CrossFit Life Lesson 24 – Hold Higher Standards

A friend of mine, who I introduced to the sport, has been doing Crossfit for over 6 months now. When I asked him how he liked climbing ropes it turned out that they hadn’t done that yet. Or never tried muscle-ups. And the weightlifting program had been iffy. The more I was digging the more I realized that picking the wrong affiliate could provide a fundamentally inferior experience of CrossFit for the athlete and may not have much improvement over their globo gym.

One advantage of being a CrossFit Nomad and dropping in boxes around the world is seeing what the best coaches do. I found that transformational for my own training. Here are a couple of best practices I found from various boxes:

1.Standardize parts of the workout
Great boxes develop standard routines for warmup, mobility or endurance training while keeping the main WOD varied. This allows athletes to develop good foundation skills in warmup and flexibility especially. Once stretching and self-maintenance becomes second nature, overall sports performance skyrockets as we know from professional sports.

2. Make programming personal
Each athlete has different capabilities which brought scaling to the WODs. It is equally important to make sure that athletes goals are well known by the coaches and get reviewed regularly. If they are here to build strength, don’t just sell them the special Oly clinic, but make sure they are not skipping the lifting WODs and progress on the key lifting benchmarks and PR. The corrective action is a joint responsibility between coach and athlete. There is a general illusion that overall GP will make you a better Olympic Weightlifter or Gymnast. Not if you only practice your C&J once a month in a random WOD.

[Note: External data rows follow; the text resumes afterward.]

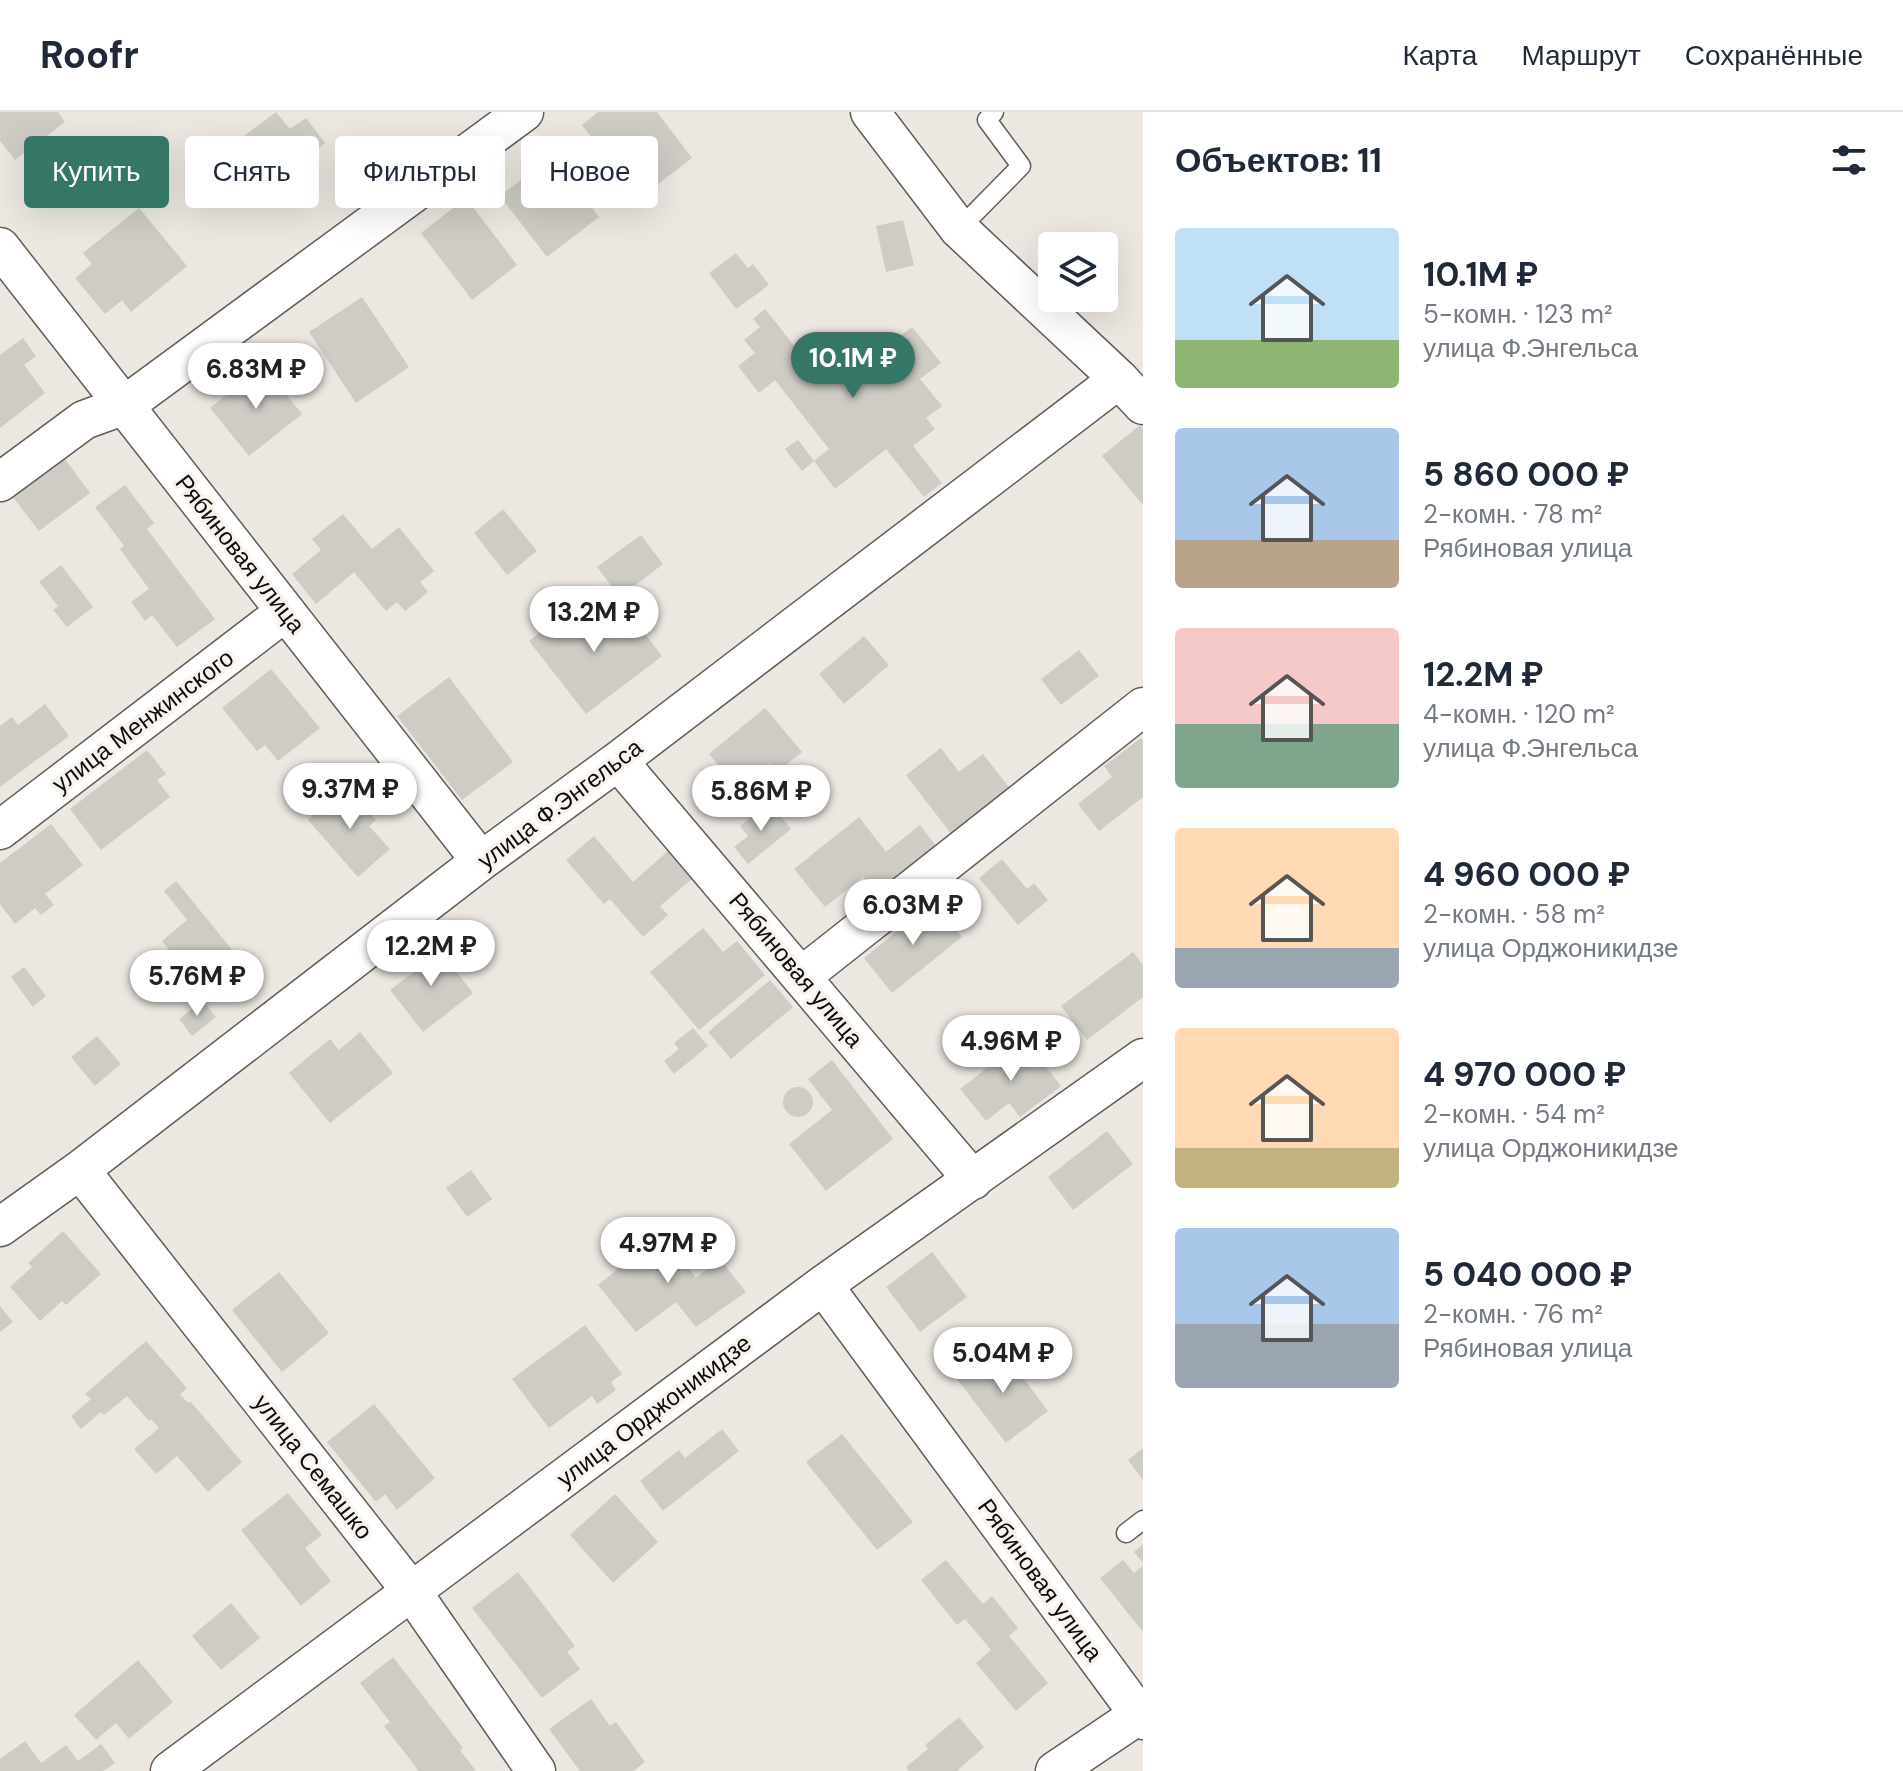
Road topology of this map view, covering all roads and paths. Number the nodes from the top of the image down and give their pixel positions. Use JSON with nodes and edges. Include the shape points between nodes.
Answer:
{"nodes":[{"id":1,"x":524,"y":112,"type":"edge"},
{"id":2,"x":870,"y":112,"type":"edge"},
{"id":3,"x":994,"y":112,"type":"edge"},
{"id":4,"x":959,"y":229,"type":"junction"},
{"id":5,"x":0,"y":247,"type":"edge"},
{"id":6,"x":1131,"y":392,"type":"edge"},
{"id":7,"x":125,"y":405,"type":"junction"},
{"id":8,"x":0,"y":482,"type":"edge"},
{"id":9,"x":285,"y":612,"type":"junction"},
{"id":10,"x":1143,"y":707,"type":"edge"},
{"id":11,"x":618,"y":761,"type":"junction"},
{"id":12,"x":0,"y":830,"type":"edge"},
{"id":13,"x":481,"y":861,"type":"junction"},
{"id":14,"x":802,"y":976,"type":"junction"},
{"id":15,"x":1143,"y":1058,"type":"edge"},
{"id":16,"x":80,"y":1170,"type":"junction"},
{"id":17,"x":973,"y":1180,"type":"junction"},
{"id":18,"x":0,"y":1227,"type":"edge"},
{"id":19,"x":823,"y":1285,"type":"junction"},
{"id":20,"x":1143,"y":1520,"type":"edge"},
{"id":21,"x":1126,"y":1533,"type":"dead end"},
{"id":22,"x":412,"y":1592,"type":"junction"},
{"id":23,"x":1142,"y":1716,"type":"edge"},
{"id":24,"x":170,"y":1771,"type":"edge"},
{"id":25,"x":536,"y":1771,"type":"edge"},
{"id":26,"x":1055,"y":1771,"type":"edge"}],
"edges":[{"from":1,"to":7,"type":"street"},
{"from":2,"to":4,"type":"street"},
{"from":3,"to":4,"type":"lane","via":[[987,120],[1021,166]]},
{"from":4,"to":6,"type":"street"},
{"from":5,"to":7,"type":"street","name":"Рябиновая улица"},
{"from":6,"to":11,"type":"street","name":"улица Ф.Энгельса"},
{"from":7,"to":8,"type":"street","via":[[84,420]]},
{"from":7,"to":9,"type":"street","name":"Рябиновая улица"},
{"from":9,"to":12,"type":"street","name":"улица Менжинского"},
{"from":9,"to":13,"type":"street","name":"Рябиновая улица"},
{"from":10,"to":14,"type":"street"},
{"from":11,"to":13,"type":"street","name":"улица Ф.Энгельса"},
{"from":11,"to":14,"type":"street","name":"Рябиновая улица"},
{"from":13,"to":16,"type":"street","name":"улица Ф.Энгельса"},
{"from":14,"to":17,"type":"street","name":"Рябиновая улица"},
{"from":15,"to":17,"type":"street","name":"улица Орджоникидзе"},
{"from":16,"to":18,"type":"street","name":"улица Ф.Энгельса"},
{"from":16,"to":22,"type":"street","name":"улица Семашко"},
{"from":17,"to":19,"type":"street","name":"улица Орджоникидзе"},
{"from":19,"to":22,"type":"street","name":"улица Орджоникидзе"},
{"from":19,"to":23,"type":"street","name":"Рябиновая улица"},
{"from":20,"to":21,"type":"lane"},
{"from":22,"to":24,"type":"street","name":"улица Орджоникидзе"},
{"from":22,"to":25,"type":"street","name":"улица Семашко"},
{"from":23,"to":26,"type":"street"}]}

3. Let them be black belts
Many great boxes that produce exceptional athletes adopt a level test for their members. You have blue bands and black bands, gladiators and firebreathers. It can be both challenging and motivating, but to borrow from the business world, Jack Welch always said the leader’s role is to make sure their people understand where they stand. We need to make sure members know it and then can step up accordingly. Social support which is core part of the CrossFit culture can be comfortably combined with social pressure to help everyone grow.

4. Never put the box’s interest ahead of the client
The majority of CF gyms succeed because they are built on the passion of their coaches to bring out the best in members. There are several boxes I visited where there was little personal attention paid to the athletes performing in bad form, ahead of their capabilities, me included. And some of these classes were massive. I respect gyms that put up the ‘Sold Out’ sign or waitlist and focus less on membership growth and more on the personal growth of the athletes.

5. Have a well balanced program
CrossFit certifications teach a rigorous programming discipline for the trainers at L1, CFE and L2 prep. Yet, when analyzing some boxes, their programming seems nothing like the guidance from HQ. Granted, it is hard. Gyms focus on filling available training schedule and seem to optimize less for balanced training needs of someone who drops in M/W/F like clockwork vs. others who vary schedules from 2 on 1 off to working out every day some weeks. I have seen some coaches make the athletes show them their training journals and make adjustments (substitutions) to the day’s WOD based on what the athlete has been doing the days before. It takes time and it makes a world of difference.

I believe that as the number of affiliates rapidly expands, the best boxes will easily rise to the top based on these and other best practices. As the switching cost from club to club is minimal, coaches that care more about the athlete, deliver more results and hold members accountable will win and attract more participants.